Where do you find the greatest concentrations of kids? In schools, of course. Health departments use schools to accomplish their ends, because the little rascals are there—easy access. Various agencies find schools a convenient way to disseminate important information that children and parents need to know. Principals, school boards, and teachers are in the business of providing the best and widest range of activities possible to their students and the community. A school building should be in use constantly. The more facilities are used, the more cost-efficient they become.
The schools need to be used by adults in the community, too. Watch the illuminated school building on a cold winter's night. Often you will see departing adults carrying sweaty socks and sneakers after aerobics or basketball. "Little old ladies" carry macramé or stained-glass ornaments from adult education activities. There is no reason the socks and sneakers can't be augmented with winders and rubberbands. The "little old ladies," fathers, sons, and daughters (or should I say adult persons and young persons) could be carrying balsawood, tissue, X-Acto knives, and model kits. If you are a teacher/modeler as I am, then you know how to implement modeling activities in school.
My background and philosophy in modeling began with rubber models. They didn't fly much at first, but I hung them all over my room. Man-carrying aircraft with character filled the skies whenever I looked up—Piper Cubs, Champs, DC-3s, Taylorcrafts, occasional Thunderbolts, P-80 Shooting Stars, Starfires, Sabrejets, and a host of other planes. The thrill of flight could be enjoyed vicariously because it was observable. Today, unless you live in an airport glide path, most aircraft are small specks and a Cessna driving overhead does not smack of adventure and excitement. Most of my models didn't fly, but the need for flight was satisfied by observing planes in flight—constantly and in rather close proximity.
I learned to fly control line. Flight manipulation by my reflexes caused an excitement that still lives today. I competed long and hard in control line, and the thrill of flight by my command was merged with the competition, one sustaining the enthusiasm for the other. Along the way, free flight got mixed in a little, and this form of flight appealed to a different, more passive part of me. It fit my personality. Radio control followed as a natural progression—mostly because noise ruined control line in every area for flying that was accessible to me. I miss it. I mention this because, from the wide range of activities I've enjoyed in modeling, and knowing children as I do, I feel my approach to showing modeling to others is positive and relevant.

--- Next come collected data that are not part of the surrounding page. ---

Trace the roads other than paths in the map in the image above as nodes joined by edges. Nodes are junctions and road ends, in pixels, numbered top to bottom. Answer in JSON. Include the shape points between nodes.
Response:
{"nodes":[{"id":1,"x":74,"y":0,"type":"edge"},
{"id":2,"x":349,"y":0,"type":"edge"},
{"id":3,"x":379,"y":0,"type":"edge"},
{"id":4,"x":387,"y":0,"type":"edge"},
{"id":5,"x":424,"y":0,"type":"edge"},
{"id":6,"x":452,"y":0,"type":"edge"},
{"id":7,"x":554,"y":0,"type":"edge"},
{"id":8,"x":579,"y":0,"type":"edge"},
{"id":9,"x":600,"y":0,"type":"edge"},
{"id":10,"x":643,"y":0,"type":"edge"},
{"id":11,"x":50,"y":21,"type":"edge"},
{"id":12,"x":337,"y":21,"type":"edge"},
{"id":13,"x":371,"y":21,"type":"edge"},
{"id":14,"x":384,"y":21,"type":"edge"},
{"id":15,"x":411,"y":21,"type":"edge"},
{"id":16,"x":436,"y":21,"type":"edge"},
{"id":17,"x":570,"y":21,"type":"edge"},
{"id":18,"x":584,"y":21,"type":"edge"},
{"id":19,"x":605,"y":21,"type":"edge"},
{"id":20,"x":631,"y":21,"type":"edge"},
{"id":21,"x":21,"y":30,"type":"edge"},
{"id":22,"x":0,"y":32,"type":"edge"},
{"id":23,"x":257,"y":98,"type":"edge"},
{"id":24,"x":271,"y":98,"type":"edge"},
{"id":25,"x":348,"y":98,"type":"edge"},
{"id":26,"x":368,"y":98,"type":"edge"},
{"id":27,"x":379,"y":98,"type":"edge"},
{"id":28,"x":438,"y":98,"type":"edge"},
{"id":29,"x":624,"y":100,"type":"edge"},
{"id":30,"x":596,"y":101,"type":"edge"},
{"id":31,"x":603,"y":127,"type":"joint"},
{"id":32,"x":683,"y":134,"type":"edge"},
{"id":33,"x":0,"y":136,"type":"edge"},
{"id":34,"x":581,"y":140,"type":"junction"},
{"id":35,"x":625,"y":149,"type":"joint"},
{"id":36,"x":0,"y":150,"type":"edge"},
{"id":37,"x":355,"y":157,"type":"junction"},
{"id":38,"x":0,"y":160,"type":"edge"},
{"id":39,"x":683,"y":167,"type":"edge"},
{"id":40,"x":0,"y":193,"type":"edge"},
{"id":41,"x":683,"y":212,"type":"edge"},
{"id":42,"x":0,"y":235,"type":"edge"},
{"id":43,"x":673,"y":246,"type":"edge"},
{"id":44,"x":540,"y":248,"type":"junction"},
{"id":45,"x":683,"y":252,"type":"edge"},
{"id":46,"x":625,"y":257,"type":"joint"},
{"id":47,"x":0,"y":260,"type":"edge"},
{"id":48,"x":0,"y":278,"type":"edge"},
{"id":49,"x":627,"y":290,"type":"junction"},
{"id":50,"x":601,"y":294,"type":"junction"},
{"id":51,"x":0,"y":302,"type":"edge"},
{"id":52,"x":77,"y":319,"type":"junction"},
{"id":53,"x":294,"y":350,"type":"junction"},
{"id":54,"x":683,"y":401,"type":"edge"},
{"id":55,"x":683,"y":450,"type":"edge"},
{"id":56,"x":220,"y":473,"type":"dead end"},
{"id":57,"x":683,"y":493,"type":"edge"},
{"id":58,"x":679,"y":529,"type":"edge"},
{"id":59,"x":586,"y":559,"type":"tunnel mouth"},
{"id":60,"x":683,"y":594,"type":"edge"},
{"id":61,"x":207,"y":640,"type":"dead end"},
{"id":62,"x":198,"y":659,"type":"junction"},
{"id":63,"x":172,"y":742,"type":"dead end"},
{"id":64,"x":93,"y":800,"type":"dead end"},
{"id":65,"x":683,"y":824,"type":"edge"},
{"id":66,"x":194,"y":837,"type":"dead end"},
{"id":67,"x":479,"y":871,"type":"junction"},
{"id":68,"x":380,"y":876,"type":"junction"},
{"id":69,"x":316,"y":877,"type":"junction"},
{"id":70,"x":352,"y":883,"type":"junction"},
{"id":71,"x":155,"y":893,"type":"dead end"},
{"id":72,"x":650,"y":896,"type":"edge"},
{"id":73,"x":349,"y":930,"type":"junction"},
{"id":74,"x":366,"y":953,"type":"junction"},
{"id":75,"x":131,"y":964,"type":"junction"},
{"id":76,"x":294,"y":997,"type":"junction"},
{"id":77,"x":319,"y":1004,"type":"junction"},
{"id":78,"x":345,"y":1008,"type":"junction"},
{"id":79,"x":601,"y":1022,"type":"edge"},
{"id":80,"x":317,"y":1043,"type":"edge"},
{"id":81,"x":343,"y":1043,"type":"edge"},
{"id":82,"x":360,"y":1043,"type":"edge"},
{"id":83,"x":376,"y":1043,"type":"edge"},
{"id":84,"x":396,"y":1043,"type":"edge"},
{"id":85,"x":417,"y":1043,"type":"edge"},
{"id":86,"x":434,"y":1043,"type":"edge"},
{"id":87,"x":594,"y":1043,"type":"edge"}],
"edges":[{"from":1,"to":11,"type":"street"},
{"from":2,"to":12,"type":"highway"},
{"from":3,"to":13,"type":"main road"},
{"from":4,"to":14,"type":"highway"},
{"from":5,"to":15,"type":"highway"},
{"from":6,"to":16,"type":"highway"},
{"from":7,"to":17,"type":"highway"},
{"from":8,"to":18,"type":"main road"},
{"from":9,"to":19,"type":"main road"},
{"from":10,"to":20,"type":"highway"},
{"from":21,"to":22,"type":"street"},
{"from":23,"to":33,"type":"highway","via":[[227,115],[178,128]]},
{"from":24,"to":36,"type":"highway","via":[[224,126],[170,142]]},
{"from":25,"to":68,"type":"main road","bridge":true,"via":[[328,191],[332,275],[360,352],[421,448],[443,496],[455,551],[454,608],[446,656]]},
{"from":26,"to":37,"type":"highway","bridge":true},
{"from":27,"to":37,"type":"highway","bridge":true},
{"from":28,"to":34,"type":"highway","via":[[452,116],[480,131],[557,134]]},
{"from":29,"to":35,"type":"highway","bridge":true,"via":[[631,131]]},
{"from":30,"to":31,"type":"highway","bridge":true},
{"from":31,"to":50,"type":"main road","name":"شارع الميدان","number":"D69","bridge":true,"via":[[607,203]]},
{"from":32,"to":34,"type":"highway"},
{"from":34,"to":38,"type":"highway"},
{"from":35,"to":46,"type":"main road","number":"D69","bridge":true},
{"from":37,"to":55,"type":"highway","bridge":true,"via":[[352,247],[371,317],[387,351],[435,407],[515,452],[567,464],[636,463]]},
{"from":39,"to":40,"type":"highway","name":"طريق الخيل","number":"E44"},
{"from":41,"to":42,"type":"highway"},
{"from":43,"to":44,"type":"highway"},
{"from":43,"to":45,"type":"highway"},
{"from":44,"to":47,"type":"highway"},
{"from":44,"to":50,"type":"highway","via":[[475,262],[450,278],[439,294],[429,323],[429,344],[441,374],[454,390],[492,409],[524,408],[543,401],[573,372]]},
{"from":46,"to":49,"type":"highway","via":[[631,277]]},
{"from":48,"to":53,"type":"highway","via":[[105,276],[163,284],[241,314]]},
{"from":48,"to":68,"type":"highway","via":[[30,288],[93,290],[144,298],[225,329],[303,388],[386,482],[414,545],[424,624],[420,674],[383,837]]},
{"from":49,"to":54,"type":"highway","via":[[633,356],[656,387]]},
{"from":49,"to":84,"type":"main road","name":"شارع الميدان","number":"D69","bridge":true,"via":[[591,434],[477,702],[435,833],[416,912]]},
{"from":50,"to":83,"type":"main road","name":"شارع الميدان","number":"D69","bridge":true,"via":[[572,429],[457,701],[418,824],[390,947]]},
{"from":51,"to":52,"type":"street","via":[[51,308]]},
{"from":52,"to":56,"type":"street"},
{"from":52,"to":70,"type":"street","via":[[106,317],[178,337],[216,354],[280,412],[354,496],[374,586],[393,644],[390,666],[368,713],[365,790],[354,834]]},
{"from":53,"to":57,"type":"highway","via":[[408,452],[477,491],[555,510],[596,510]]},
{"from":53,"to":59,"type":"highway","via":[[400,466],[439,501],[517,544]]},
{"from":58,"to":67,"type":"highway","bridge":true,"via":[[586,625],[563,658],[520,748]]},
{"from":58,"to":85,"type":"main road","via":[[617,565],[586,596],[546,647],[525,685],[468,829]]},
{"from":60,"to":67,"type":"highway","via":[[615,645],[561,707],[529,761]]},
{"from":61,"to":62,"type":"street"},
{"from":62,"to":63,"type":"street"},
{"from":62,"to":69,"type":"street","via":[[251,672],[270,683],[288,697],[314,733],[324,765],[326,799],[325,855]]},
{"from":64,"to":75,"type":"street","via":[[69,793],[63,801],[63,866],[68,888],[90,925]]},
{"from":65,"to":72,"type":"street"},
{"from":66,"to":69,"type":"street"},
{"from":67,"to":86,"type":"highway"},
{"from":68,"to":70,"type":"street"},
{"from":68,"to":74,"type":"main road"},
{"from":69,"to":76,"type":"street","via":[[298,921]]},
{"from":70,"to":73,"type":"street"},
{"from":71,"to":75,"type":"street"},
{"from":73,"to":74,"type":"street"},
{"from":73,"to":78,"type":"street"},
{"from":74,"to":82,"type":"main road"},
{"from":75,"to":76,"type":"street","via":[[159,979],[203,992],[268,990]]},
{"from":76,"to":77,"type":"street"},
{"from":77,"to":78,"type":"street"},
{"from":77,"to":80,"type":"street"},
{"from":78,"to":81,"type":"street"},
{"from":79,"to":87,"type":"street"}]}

Today, models must fly. We need that to satisfy our interest, curiosity, and fantasy about flight. Full-size aviation of a few decades ago fulfilled this need, but it just doesn't anymore. Instant gratification is the way of today's world. When a youngster has been brought up with it as an integral part of life, it's tough to get him to sit for an eternity holding two stick model fuselage sides together while the Ambroid or Testor's dries—and then maybe the plane won't fly.
I teach in a middle school with a super staff and administration. Kids travel from class to class for different periods, and this provides a great opportunity because there is a certain amount of flexibility. I've made days where I escape having to run a study hall or have a hall duty assignment. For that period I can teach a modeling course to kids that have a study hall and can get excused to my room.
Also, a fellow teacher and I applied for a building-use permit through our principal. We were granted use of the gymnasium every Friday night from 7 to 10:30 p.m. in the winter. We spent a lot of time making airplanes that normally would fail due to a lack of simple flight-trimming knowledge. Other adult modelers from the area were invited, and we all learned and were motivated by each other. These kids sometimes spin off into radio control or get quite involved in free flight rubber. Many will pursue this activity through life as avidly as anyone.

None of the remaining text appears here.